Supplied information:
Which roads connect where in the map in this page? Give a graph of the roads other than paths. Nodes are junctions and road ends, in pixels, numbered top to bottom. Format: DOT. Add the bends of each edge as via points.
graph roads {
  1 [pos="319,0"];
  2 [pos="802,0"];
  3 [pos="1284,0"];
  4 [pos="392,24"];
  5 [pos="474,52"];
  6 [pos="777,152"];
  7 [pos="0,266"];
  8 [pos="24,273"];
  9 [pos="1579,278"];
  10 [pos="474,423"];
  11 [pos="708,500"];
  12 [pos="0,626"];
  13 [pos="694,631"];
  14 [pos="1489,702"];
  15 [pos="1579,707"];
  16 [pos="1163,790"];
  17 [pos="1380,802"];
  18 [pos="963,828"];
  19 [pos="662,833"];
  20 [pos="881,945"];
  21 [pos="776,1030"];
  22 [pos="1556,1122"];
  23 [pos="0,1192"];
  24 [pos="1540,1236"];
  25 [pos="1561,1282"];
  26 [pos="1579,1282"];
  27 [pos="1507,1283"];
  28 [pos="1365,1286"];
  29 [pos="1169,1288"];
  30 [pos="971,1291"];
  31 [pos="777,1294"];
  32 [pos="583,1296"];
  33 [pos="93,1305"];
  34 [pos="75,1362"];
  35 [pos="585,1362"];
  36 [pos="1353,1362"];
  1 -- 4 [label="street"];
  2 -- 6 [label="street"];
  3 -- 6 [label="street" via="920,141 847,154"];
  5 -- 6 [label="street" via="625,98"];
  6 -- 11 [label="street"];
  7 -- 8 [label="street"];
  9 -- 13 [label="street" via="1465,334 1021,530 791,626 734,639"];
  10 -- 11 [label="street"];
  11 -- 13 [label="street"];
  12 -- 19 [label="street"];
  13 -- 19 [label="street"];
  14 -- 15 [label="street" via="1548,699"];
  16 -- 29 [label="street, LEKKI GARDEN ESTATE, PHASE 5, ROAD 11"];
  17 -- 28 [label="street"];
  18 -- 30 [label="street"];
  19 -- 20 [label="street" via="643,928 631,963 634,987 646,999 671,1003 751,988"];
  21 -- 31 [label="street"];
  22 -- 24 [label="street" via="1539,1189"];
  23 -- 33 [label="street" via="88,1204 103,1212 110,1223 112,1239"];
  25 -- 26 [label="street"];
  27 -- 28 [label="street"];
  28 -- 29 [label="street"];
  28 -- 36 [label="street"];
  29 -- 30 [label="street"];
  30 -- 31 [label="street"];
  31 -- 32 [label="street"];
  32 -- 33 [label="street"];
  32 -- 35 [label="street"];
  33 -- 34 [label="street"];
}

* * *

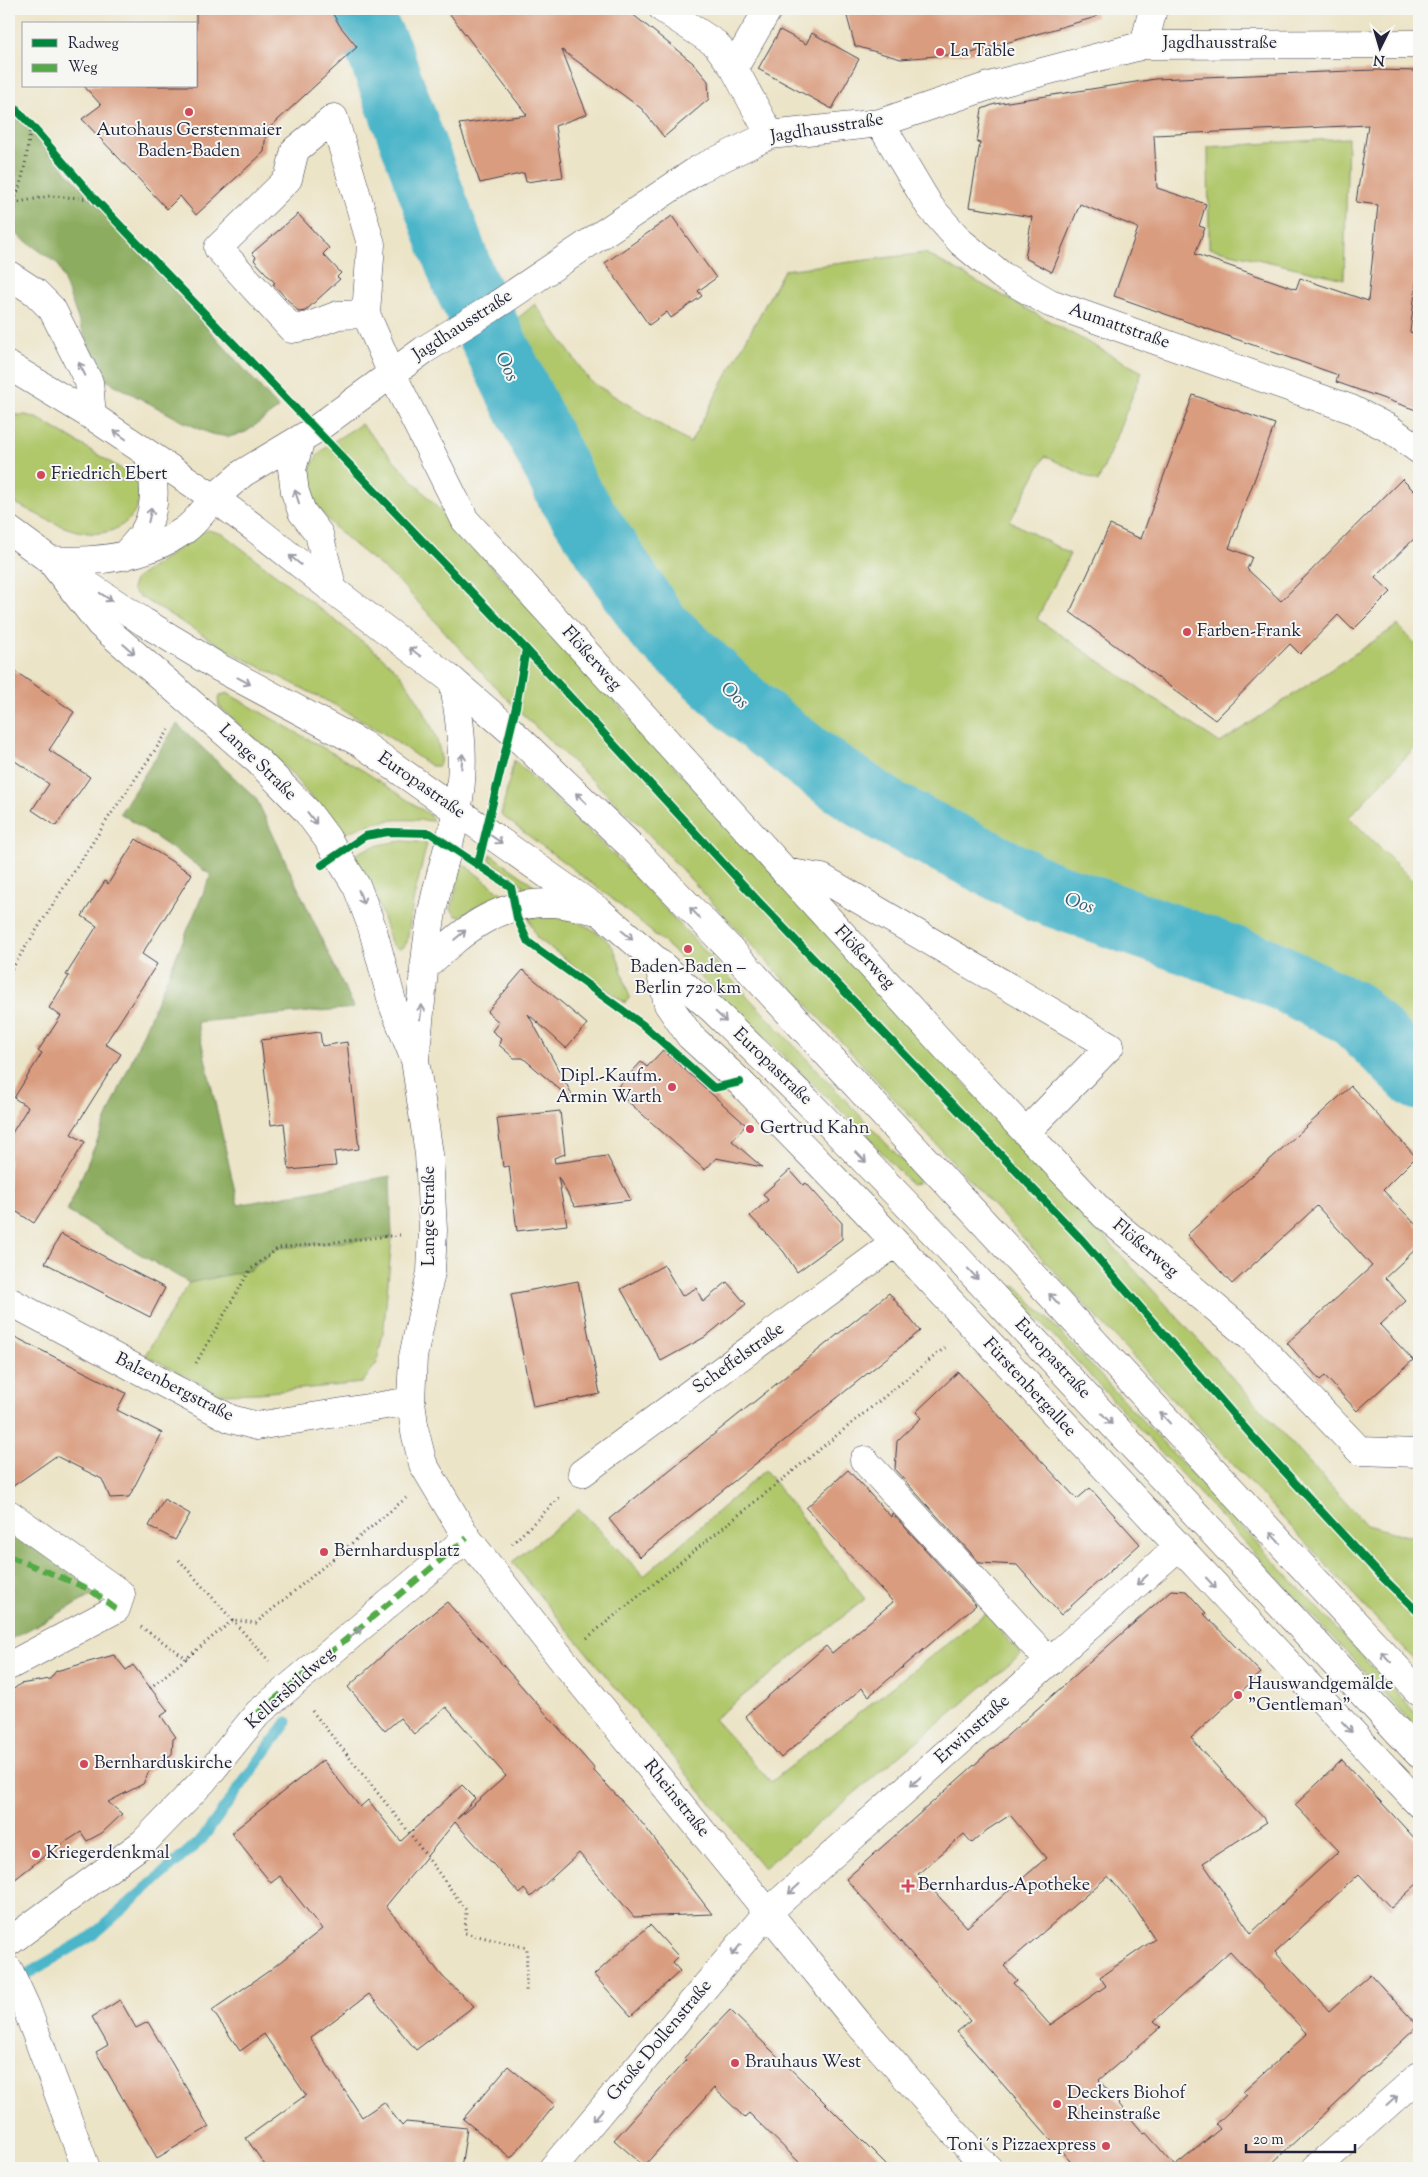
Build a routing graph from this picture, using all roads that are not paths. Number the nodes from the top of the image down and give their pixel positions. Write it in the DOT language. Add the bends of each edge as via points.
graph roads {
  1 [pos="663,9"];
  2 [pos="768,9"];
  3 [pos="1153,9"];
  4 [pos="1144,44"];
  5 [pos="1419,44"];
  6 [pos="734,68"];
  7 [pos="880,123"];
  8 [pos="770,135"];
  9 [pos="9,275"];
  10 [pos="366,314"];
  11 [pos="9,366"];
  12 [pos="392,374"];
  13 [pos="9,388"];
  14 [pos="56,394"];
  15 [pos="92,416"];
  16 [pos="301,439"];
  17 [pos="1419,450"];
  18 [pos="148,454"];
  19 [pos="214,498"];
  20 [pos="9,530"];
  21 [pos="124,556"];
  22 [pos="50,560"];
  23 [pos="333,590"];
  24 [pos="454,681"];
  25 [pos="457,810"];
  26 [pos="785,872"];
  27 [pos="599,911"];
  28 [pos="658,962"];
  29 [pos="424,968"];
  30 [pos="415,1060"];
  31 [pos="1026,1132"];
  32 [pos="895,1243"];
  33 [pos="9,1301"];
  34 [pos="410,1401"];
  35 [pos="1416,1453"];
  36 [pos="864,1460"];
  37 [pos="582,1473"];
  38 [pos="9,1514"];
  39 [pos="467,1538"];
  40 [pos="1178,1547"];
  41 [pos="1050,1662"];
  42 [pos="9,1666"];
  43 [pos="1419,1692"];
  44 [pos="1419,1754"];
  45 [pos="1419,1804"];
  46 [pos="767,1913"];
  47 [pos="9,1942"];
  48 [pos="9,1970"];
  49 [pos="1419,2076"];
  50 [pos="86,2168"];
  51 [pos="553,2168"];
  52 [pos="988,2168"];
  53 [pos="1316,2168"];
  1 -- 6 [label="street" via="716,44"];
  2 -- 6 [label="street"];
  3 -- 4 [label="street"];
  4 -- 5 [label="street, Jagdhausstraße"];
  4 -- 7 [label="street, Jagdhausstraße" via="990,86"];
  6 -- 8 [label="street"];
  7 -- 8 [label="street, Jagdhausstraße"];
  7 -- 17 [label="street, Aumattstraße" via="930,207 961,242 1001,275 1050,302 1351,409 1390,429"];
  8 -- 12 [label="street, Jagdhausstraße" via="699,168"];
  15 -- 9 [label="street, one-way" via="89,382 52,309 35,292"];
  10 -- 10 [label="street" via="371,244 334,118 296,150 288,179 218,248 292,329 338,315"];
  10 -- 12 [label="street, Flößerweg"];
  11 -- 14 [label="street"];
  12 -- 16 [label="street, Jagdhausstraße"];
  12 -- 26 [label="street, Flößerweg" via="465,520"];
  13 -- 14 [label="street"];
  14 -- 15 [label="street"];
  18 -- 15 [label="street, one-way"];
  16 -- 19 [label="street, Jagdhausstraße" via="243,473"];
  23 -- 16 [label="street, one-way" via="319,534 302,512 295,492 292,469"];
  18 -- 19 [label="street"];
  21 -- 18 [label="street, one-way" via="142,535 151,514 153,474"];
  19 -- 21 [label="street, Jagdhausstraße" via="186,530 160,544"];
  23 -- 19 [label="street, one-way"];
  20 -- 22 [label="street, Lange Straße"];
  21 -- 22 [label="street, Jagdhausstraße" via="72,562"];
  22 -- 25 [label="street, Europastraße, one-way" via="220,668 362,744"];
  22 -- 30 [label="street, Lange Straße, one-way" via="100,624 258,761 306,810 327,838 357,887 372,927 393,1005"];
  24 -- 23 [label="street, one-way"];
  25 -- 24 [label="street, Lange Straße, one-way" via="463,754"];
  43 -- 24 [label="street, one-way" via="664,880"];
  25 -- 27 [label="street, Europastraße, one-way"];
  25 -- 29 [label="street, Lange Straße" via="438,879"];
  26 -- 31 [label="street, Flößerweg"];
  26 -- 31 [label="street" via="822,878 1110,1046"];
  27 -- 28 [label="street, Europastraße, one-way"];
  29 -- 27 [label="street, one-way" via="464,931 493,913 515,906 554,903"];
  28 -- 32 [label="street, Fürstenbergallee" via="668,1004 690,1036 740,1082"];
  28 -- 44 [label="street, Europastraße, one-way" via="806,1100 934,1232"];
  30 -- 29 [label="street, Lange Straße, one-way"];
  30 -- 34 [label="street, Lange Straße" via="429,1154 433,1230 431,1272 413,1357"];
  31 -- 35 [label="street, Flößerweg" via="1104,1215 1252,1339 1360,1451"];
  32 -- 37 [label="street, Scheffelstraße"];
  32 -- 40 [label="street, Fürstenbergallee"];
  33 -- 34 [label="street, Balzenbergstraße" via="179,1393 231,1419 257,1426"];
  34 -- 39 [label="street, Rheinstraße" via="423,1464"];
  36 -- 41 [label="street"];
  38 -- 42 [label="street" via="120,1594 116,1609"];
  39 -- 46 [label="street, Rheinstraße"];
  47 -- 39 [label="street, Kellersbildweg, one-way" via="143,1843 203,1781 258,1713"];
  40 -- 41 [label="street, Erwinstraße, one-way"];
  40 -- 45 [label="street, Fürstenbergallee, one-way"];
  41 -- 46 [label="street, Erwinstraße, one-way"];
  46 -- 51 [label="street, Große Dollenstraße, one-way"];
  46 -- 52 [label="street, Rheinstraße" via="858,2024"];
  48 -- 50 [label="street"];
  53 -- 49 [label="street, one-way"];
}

--

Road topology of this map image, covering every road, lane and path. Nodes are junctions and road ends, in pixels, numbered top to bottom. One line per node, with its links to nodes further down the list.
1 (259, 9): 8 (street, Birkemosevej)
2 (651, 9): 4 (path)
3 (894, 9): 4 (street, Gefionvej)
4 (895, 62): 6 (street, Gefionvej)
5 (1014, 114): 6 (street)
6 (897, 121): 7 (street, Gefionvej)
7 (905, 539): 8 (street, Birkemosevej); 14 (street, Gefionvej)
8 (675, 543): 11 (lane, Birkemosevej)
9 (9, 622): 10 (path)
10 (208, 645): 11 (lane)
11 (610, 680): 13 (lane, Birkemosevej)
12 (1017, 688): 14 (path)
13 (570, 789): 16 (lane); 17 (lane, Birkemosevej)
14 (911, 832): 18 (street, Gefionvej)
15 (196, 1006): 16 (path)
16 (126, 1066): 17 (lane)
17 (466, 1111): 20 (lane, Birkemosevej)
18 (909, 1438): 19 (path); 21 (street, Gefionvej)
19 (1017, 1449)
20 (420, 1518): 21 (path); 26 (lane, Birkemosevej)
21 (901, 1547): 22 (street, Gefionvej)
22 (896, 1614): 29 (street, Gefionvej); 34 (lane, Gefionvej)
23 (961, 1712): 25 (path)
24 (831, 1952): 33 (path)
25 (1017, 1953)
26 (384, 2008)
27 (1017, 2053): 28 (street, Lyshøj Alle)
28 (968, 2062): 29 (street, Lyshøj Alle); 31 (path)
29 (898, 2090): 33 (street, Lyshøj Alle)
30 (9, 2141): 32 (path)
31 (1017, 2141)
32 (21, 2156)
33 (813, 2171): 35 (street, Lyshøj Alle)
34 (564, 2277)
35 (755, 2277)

What the exercise asks: Go through the records above. Copy each line in which the string "image" appears.

Task response:
Build a routing graph from this picture, using all roads that are not paths. Number the nodes from the top of the image down and give their pixel positions. Write it in the DOT language. Add the bends of each edge as via points.
Road topology of this map image, covering every road, lane and path. Nodes are junctions and road ends, in pixels, numbered top to bottom. One line per node, with its links to nodes further down the list.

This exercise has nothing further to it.